ASSIGNMENT: Print the lines that run from the line with "index dip: (425, 299)" to the line with "pinky dip: (386, 354)", keeping both end lines, exactly as they appear in the entries below, and nothing else.

#### PROVIDED RECORDS ####

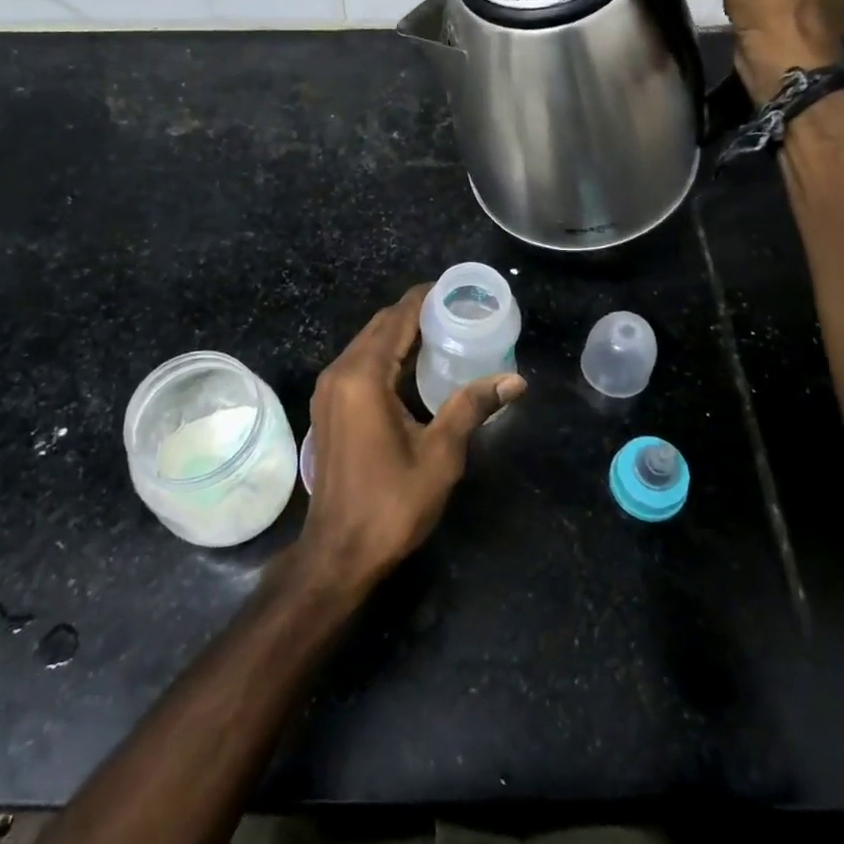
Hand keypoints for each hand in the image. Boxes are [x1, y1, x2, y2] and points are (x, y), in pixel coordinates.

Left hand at [294, 286, 525, 593]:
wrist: (337, 552)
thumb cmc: (391, 503)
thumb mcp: (440, 455)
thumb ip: (472, 407)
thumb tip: (515, 380)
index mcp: (363, 376)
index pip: (397, 318)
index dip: (425, 299)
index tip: (456, 290)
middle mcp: (340, 372)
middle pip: (380, 326)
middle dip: (415, 313)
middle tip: (457, 311)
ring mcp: (329, 390)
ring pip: (367, 343)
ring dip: (400, 333)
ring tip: (443, 332)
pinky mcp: (329, 407)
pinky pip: (359, 363)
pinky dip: (386, 354)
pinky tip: (415, 366)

####

RESPONSE AREA:
index dip: (425, 299)
index tip: (456, 290)
middle mcp: (340, 372)
middle pip: (380, 326)
middle dip: (415, 313)
middle tip: (457, 311)
ring mcp: (329, 390)
ring pip: (367, 343)
ring dip: (400, 333)
ring tip: (443, 332)
pinky mcp: (329, 407)
pinky pip: (359, 363)
pinky dip: (386, 354)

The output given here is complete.